Casper and Catherine had 13 children. All lived to maturity and had children.
The following is from "A Complete History, Fairfield County, Ohio," by Hervey SCOTT (1795-1876), published by Siebert & Lilley, Columbus, Ohio; copyright 1877. It has been edited slightly for space:
Casper Hufford settled on the Raccoon at an early day. He built the first mill, on the site where Lobenthall's, and since, Mike Moyer's mill stands. It was a small Raccoon Burr Mill, of the capacity of eight or ten bushels of corn a day.
The first religious societies formed in the Raccoon settlements were Dunkers, Mennonites, Presbyterians, Seceders, German Reforms and Methodists.
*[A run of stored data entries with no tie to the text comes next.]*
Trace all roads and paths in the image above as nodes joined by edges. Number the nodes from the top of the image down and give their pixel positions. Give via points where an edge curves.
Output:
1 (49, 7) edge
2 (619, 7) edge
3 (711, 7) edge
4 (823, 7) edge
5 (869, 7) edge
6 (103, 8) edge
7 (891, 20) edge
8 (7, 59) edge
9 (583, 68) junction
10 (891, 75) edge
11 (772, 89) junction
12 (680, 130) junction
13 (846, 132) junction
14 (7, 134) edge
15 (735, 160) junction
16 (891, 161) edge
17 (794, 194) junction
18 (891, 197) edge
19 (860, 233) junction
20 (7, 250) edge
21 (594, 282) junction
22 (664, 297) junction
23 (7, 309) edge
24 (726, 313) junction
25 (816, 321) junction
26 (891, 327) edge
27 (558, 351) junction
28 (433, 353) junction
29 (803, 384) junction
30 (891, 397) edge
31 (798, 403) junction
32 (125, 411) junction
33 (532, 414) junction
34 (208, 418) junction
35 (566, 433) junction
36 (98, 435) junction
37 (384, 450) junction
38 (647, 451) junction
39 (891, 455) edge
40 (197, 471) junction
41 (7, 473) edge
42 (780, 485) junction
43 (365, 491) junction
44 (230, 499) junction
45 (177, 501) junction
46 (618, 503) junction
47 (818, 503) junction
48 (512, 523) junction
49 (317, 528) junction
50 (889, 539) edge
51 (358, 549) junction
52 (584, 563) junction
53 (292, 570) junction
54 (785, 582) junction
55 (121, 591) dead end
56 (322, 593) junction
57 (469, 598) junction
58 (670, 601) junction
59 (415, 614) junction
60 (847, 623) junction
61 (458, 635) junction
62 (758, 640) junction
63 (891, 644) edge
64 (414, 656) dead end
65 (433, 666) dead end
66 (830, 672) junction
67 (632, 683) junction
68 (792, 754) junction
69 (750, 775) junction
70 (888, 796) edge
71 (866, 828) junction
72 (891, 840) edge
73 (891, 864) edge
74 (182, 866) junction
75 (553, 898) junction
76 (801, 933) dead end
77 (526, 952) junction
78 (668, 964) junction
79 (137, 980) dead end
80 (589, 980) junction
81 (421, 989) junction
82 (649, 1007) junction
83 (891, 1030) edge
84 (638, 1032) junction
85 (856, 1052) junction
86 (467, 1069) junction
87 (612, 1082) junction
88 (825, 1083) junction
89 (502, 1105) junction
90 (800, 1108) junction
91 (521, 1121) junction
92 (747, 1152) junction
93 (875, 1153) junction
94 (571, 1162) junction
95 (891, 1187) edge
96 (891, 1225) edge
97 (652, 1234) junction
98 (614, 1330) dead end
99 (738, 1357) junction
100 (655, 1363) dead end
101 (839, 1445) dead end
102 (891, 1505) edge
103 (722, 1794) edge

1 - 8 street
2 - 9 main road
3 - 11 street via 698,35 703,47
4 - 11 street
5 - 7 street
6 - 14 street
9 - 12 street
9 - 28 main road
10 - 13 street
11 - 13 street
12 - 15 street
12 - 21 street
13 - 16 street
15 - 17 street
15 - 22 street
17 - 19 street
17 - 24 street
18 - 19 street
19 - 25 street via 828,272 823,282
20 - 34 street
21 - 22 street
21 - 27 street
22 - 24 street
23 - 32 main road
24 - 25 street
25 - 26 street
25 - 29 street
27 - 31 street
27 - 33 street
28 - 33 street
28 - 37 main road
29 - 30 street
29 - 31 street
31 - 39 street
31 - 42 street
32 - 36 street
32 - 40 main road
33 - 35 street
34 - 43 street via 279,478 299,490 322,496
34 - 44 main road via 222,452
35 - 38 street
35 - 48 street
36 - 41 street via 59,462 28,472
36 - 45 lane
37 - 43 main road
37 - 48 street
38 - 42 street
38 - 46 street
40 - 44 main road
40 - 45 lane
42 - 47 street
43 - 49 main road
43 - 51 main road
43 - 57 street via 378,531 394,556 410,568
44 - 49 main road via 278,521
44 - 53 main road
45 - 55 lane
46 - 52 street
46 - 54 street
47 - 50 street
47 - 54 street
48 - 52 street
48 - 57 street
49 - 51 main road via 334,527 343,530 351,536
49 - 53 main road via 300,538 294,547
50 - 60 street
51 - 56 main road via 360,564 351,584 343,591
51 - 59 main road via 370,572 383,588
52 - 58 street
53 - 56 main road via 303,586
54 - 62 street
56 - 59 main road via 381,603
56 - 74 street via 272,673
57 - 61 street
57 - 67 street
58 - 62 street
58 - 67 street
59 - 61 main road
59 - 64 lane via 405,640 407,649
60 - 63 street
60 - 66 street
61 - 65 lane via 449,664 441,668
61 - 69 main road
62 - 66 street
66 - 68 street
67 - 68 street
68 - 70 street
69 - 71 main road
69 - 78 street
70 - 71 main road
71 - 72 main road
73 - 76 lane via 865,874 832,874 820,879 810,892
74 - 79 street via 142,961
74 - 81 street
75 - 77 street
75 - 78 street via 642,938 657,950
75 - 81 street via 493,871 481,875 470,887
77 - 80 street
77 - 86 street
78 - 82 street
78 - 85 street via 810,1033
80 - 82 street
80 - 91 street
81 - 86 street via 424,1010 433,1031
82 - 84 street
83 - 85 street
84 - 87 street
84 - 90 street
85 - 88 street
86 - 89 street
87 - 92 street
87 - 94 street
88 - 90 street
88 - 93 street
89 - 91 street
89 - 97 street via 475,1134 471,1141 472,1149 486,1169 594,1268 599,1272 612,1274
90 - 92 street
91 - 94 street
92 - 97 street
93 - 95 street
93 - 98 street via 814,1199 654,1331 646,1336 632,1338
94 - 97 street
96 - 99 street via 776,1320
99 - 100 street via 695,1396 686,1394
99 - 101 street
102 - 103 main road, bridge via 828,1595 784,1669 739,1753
Schools were kept in small log school-houses about three months in the year. Reading, writing, and "cyphering," as far as the Rule of Three, was the course of instruction. Webster's and Dillworth's spelling-books, and Pike's Arithmetic were used. For readers: The Testament, English Readers, Columbian Orator, and the American Preceptor. This was the English course. Some of the first schools were exclusively German, and others were German and English.
Corn-bread, vegetables, milk & butter, and wild meats constituted the principal subsistence, but even these were sometimes scanty. When the mills were stopped for lack of water, breadstuffs became very scarce, and the neighbors would borrow from one another as long as there was any in the community. Venison was quite plenty, and also wild-turkey. Coffee and tea were dear, and hard to come at. As substitutes, the people used spice-wood and sassafras teas; and for coffee, burned rye and wheat. Pounded and lye hominy were universal. The forms of corn-bread were johnny-cake, hoe-cake, dodger, ash-cake and pone.
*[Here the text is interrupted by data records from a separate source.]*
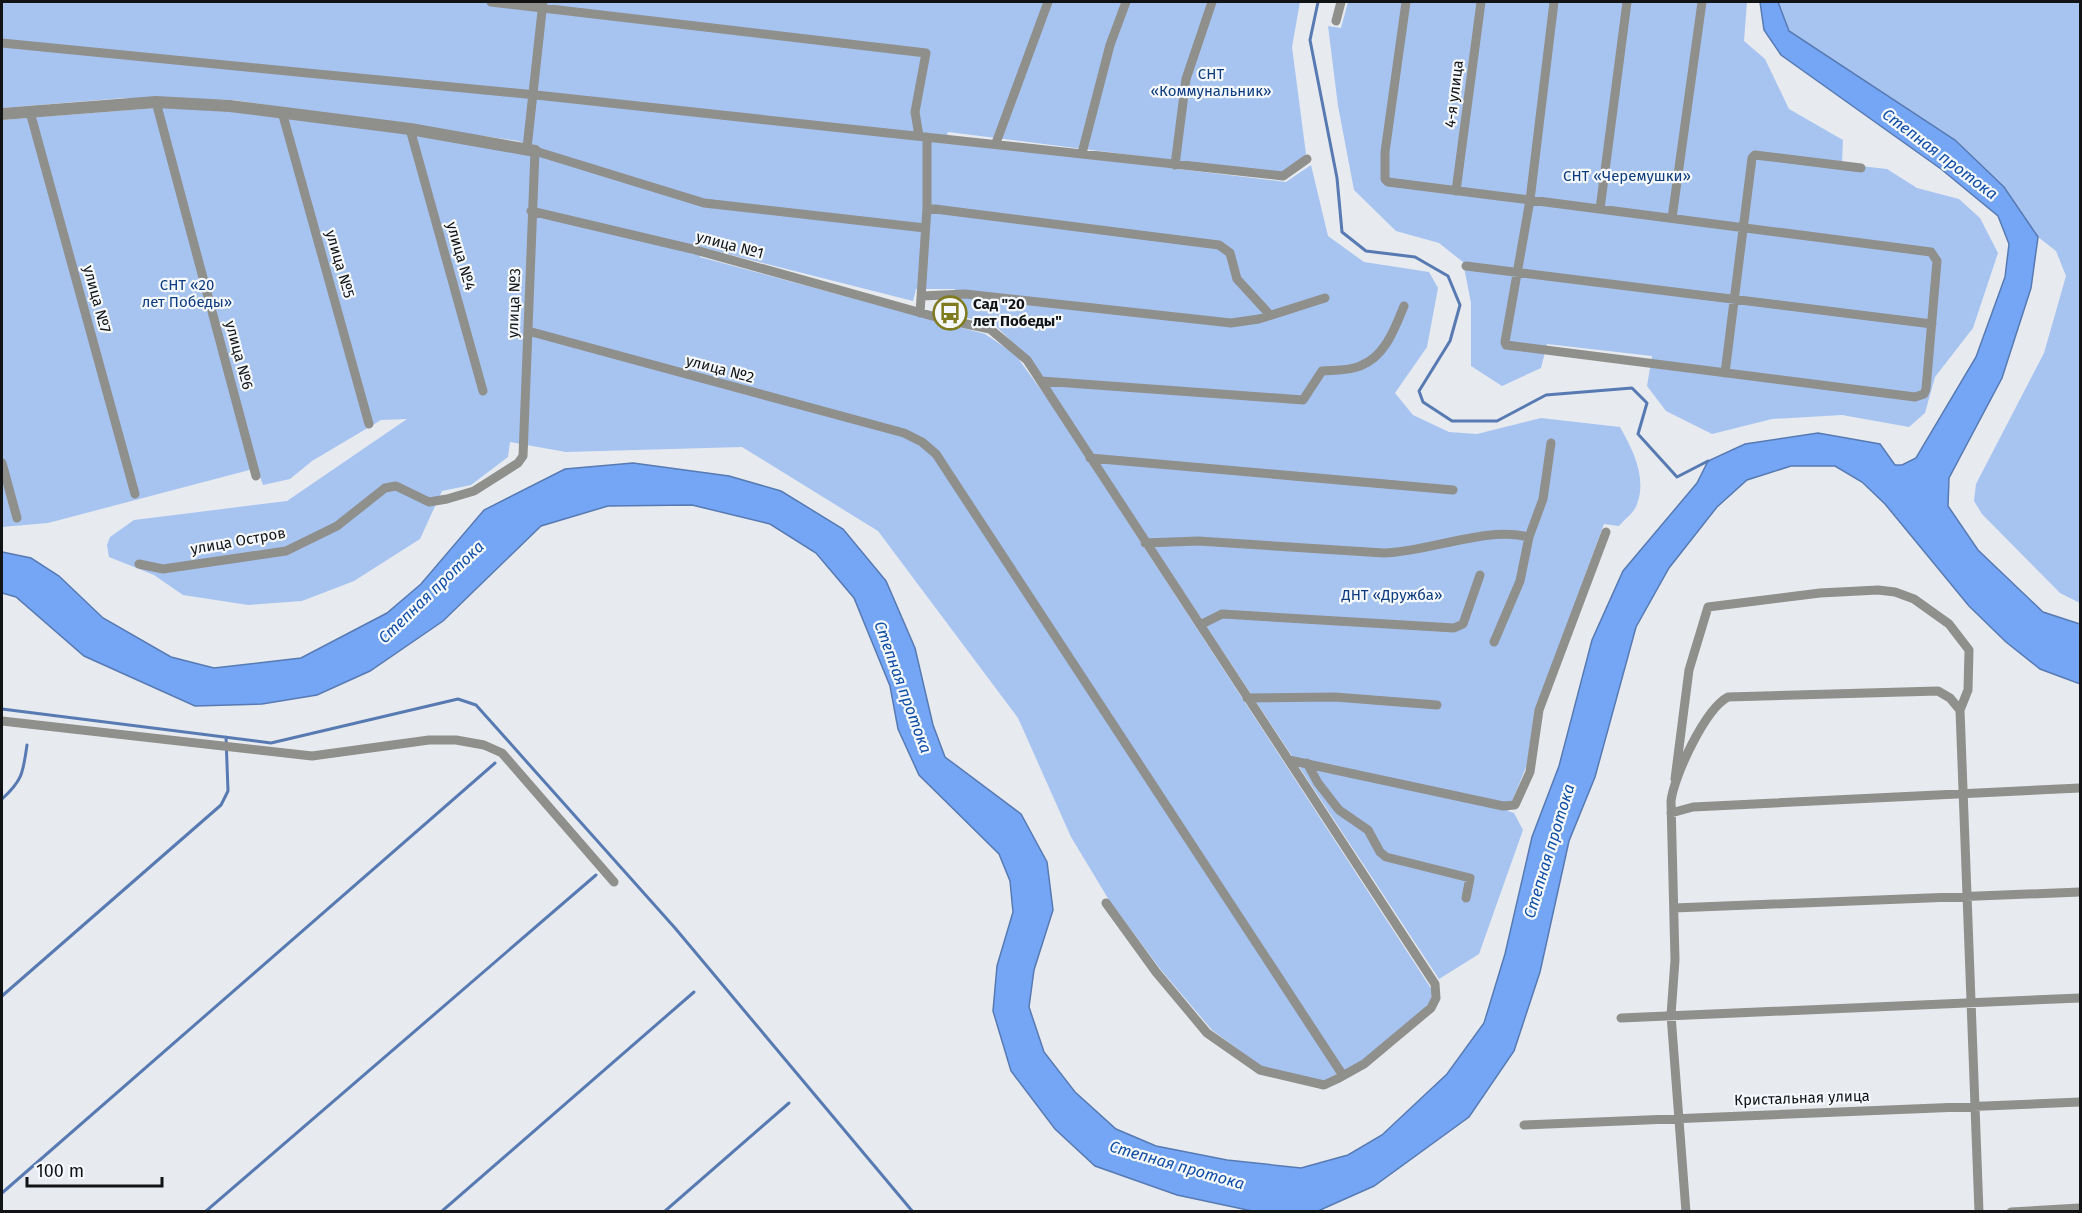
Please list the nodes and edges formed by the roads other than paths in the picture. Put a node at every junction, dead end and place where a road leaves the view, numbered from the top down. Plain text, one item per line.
1 (491, 2) edge
2 (1048, 2) edge
3 (1126, 2) edge
4 (1212, 2) edge
5 (1341, 2) edge
6 (1406, 2) edge
7 (1480, 2) edge
8 (1554, 2) edge
9 (1627, 2) edge
10 (1702, 2) edge
11 (543, 5) edge
12 (1336, 21) dead end
13 (2, 43) edge
14 (534, 95) junction
15 (156, 102) junction
16 (30, 112) junction
17 (282, 112) junction
18 (2, 114) edge
19 (410, 129) junction
20 (923, 136) junction
21 (996, 142) junction
22 (531, 149) junction
23 (1082, 153) junction
24 (1307, 159) dead end
25 (1175, 165) junction
26 (1861, 168) dead end
27 (1456, 191) junction
28 (1530, 200) junction
29 (927, 208) junction
30 (1600, 209) junction
31 (531, 212) junction
32 (1672, 218) junction
33 (925, 228) junction
34 (1743, 228) junction
35 (1466, 266) dead end
36 (1516, 272) junction
37 (922, 296) junction
38 (1325, 298) dead end
39 (1735, 299) junction
40 (1404, 306) dead end
41 (920, 313) junction
42 (1270, 315) junction
43 (1932, 324) junction
44 (528, 331) junction
45 (1725, 374) junction
46 (1041, 381) junction
47 (483, 391) dead end
48 (369, 423) dead end
49 (1551, 443) dead end
50 (523, 456) joint
51 (1090, 458) junction
52 (2, 463) edge
53 (256, 476) dead end
54 (1453, 490) dead end
55 (135, 494) dead end
56 (17, 518) dead end
57 (1606, 532) dead end
58 (1529, 537) junction
59 (1145, 543) junction
60 (139, 564) dead end
61 (1480, 575) dead end
62 (1200, 625) junction
63 (1494, 642) dead end
64 (1247, 698) junction
65 (1437, 705) dead end
66 (1960, 710) junction
67 (2, 721) edge
68 (1289, 760) junction
69 (1307, 763) junction
70 (1675, 779) junction
71 (2080, 788) edge
72 (1963, 792) junction
73 (1671, 813) junction
74 (614, 882) dead end
75 (2080, 892) edge
76 (1969, 895) junction
77 (1466, 898) dead end
78 (1106, 903) dead end
79 (1674, 908) junction
80 (2080, 998) edge
81 (1971, 1004) junction
82 (1671, 1016) junction
83 (1622, 1018) dead end
84 (1342, 1074) junction
85 (2080, 1102) edge
86 (1976, 1106) junction
87 (1679, 1118) junction
88 (1524, 1125) dead end
89 (2080, 1208) edge
90 (1686, 1212) edge
91 (1979, 1212) edge
92 (2011, 1212) edge

1 - 11 street
2 - 21 street
3 - 23 street
4 - 25 street
5 - 12 street
6 - 27 street
7 - 27 street, 4-я улица
8 - 28 street
9 - 30 street
10 - 32 street
11 - 14 street, улица №3
11 - 20 street
13 - 14 street
14 - 20 street
14 - 22 street, улица №3
15 - 16 street
15 - 17 street
15 - 53 street, улица №6
16 - 18 street
16 - 55 street, улица №7
17 - 19 street
17 - 48 street, улица №5
19 - 22 street
19 - 47 street, улица №4
20 - 21 street
20 - 29 street
21 - 23 street
22 - 31 street, улица №3
22 - 33 street
23 - 25 street
24 - 25 street
26 - 34 street
27 - 28 street
28 - 30 street
28 - 36 street
29 - 33 street
29 - 42 street
30 - 32 street
31 - 41 street, улица №1
31 - 44 street, улица №3
32 - 34 street
33 - 37 street
34 - 39 street
34 - 43 street
35 - 36 street
36 - 39 street
36 - 45 street
37 - 41 street
37 - 42 street
38 - 42 street
39 - 43 street
39 - 45 street
40 - 46 street
41 - 46 street, улица №1
43 - 45 street
44 - 50 street, улица №3
44 - 84 street, улица №2
46 - 51 street, улица №1
49 - 58 street
50 - 60 street, улица Остров
51 - 54 street
51 - 59 street, улица №1
52 - 56 street
57 - 69 street
58 - 59 street
58 - 63 street
59 - 62 street, улица №1
61 - 62 street
62 - 64 street, улица №1
64 - 65 street
64 - 68 street, улица №1
66 - 70 street
66 - 70 street
66 - 72 street
67 - 74 street
68 - 69 street
68 - 84 street, улица №1
69 - 77 street
70 - 73 street
71 - 72 street
72 - 73 street
72 - 76 street
73 - 79 street
75 - 76 street
76 - 79 street
76 - 81 street
78 - 84 street, улица №1
79 - 82 street
80 - 81 street
81 - 82 street
81 - 86 street
82 - 83 street
82 - 87 street
85 - 86 street, Кристальная улица
86 - 87 street, Кристальная улица
86 - 91 street
87 - 88 street, Кристальная улица
87 - 90 street
89 - 92 street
The wearing apparel of the settlers was nearly entirely home-made, consisting of flax and tow linens, linsey and flannels. Every farmer raised a patch of flax, from which the linens were made. The flax and tow were spun on handwheels. Wool was carded at first on hand-cards, and afterwards by carding-machines run by water or horse-power. The weaving was done on hand-looms. Every neighborhood had its weavers, and sometimes nearly every house. The girls often spun, wove, and made up their own wedding-dresses in the most primitive times of frontier life. Buckskin pants, and sometimes vests, were very common as men's wear. Shoes were almost wholely home-made, and boots were nearly unknown.
Wolves were very numerous, making it difficult to keep sheep. The State paid premiums for the scalps of wolves. Panthers, bears and wild-cats were plenty, deer abundant. Bear's meat was common. Catamounts were also often seen in the woods. (The catamount is of the feline species, and in size is intermediate between the domestic cat and the American panther. They were greyish, and sometimes spotted). When wounded, or enraged, they were dangerous enemies.
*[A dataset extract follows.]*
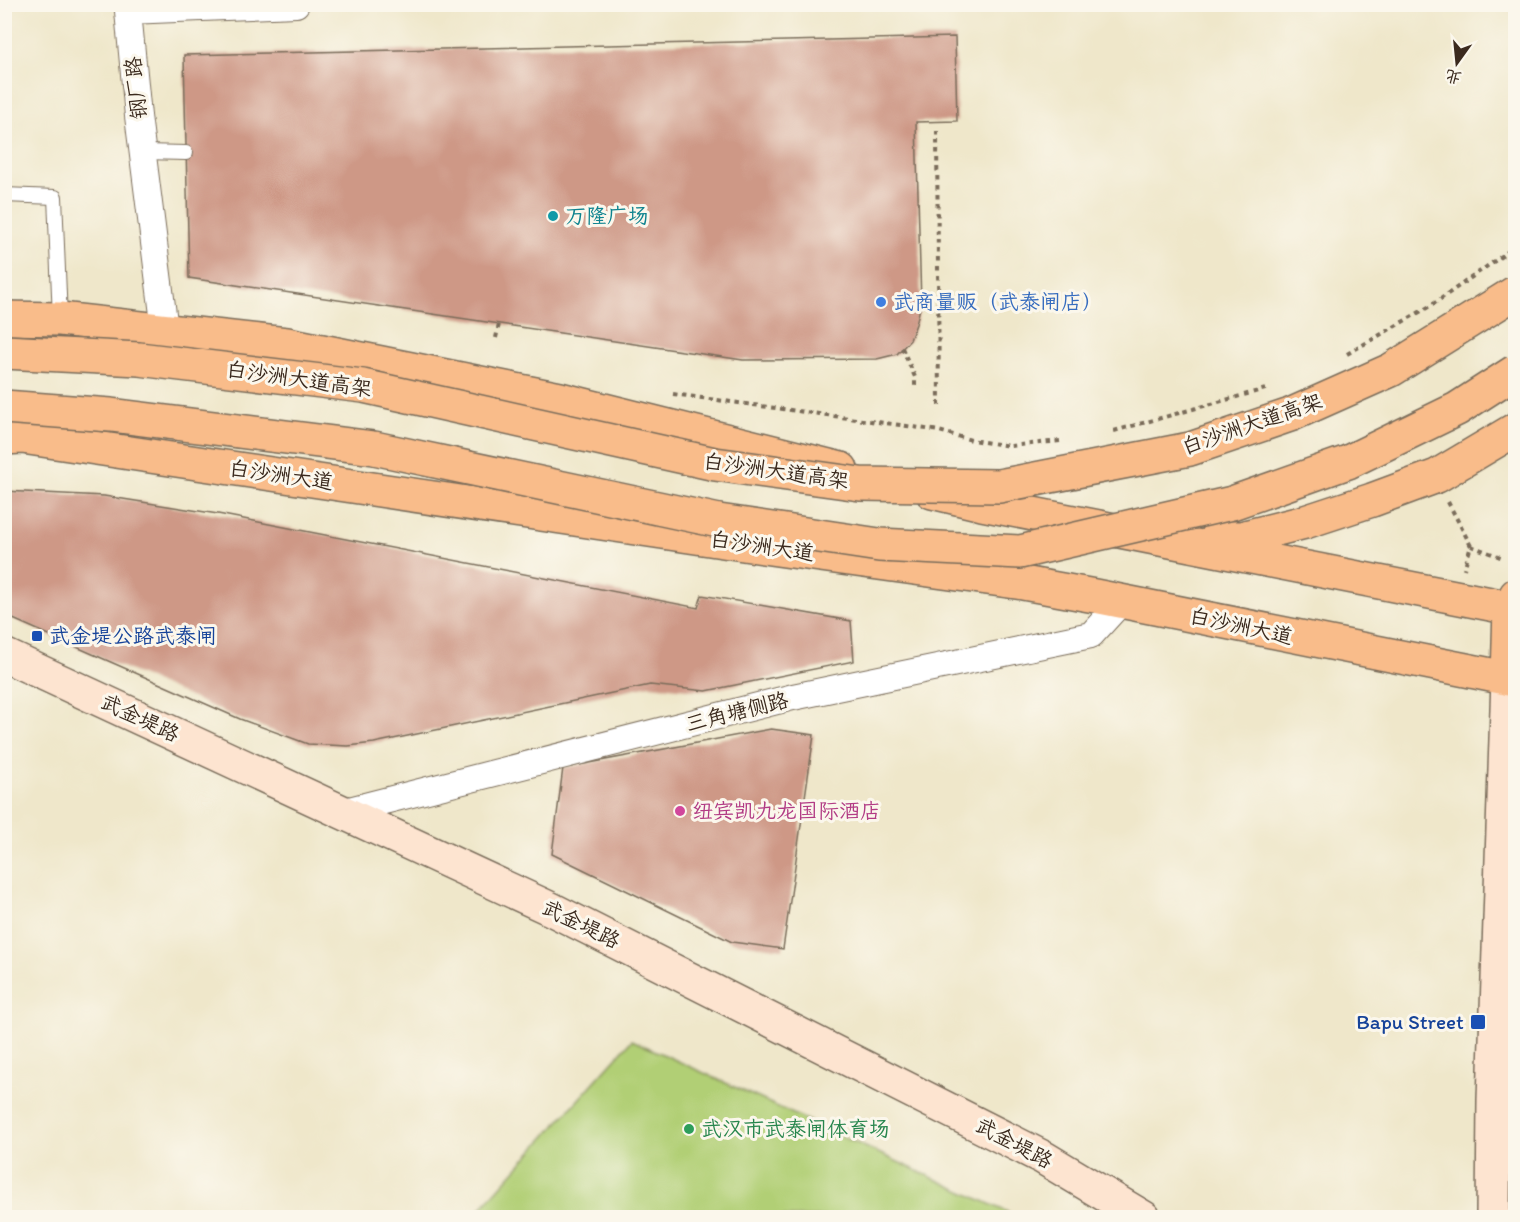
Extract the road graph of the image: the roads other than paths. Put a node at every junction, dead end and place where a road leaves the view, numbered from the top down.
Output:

NOTE: The family surname was spelled variously HOFFARTH, HOFFART, HUFFERT, HUFFORD. The different spellings are without meaning. Casper's wife's gravestone is visible in a photo from a 1909 book. On her gravestone, the name was spelled HUFFERT. Most of Casper's sons were buried under the spelling HUFFORD.
D.A.R. information: Of Casper's 13 children, six have proven D.A.R. lines: Solomon, Abraham, Daniel, Jacob, Michael, and Rebecca.
DNA info: Casper's connection to his father has been DNA proven. As of August 2016, the lines of five of Casper's children have been DNA proven: Solomon, Abraham, Elizabeth, Jacob, and David.
Casper's information begins on page 8 of the 1909 Hufford FAMILY HISTORY.
Elizabeth Hoffert Henricks
Catharine Hufford Friesner
Sarah Saloma Hoffert Henricks
Jacob Staley Hoffert
Susannah Hoffert Beery
Michael William Hufford
Rebecca Hufford Clabaugh
Who Was Born
August 31st A.D. 1762 and Died
November 28th A.D. 1825,
Aged 68 & 28 Dys and
the father of 8 sons & 5 daus.
Gravesite Details Around 1909, gravestone was in good condition as shown in a photo. By 1981, the stone was broken along with the other few stones. The stones were in a tangled mess amidst the broken concrete in which they had once been reset.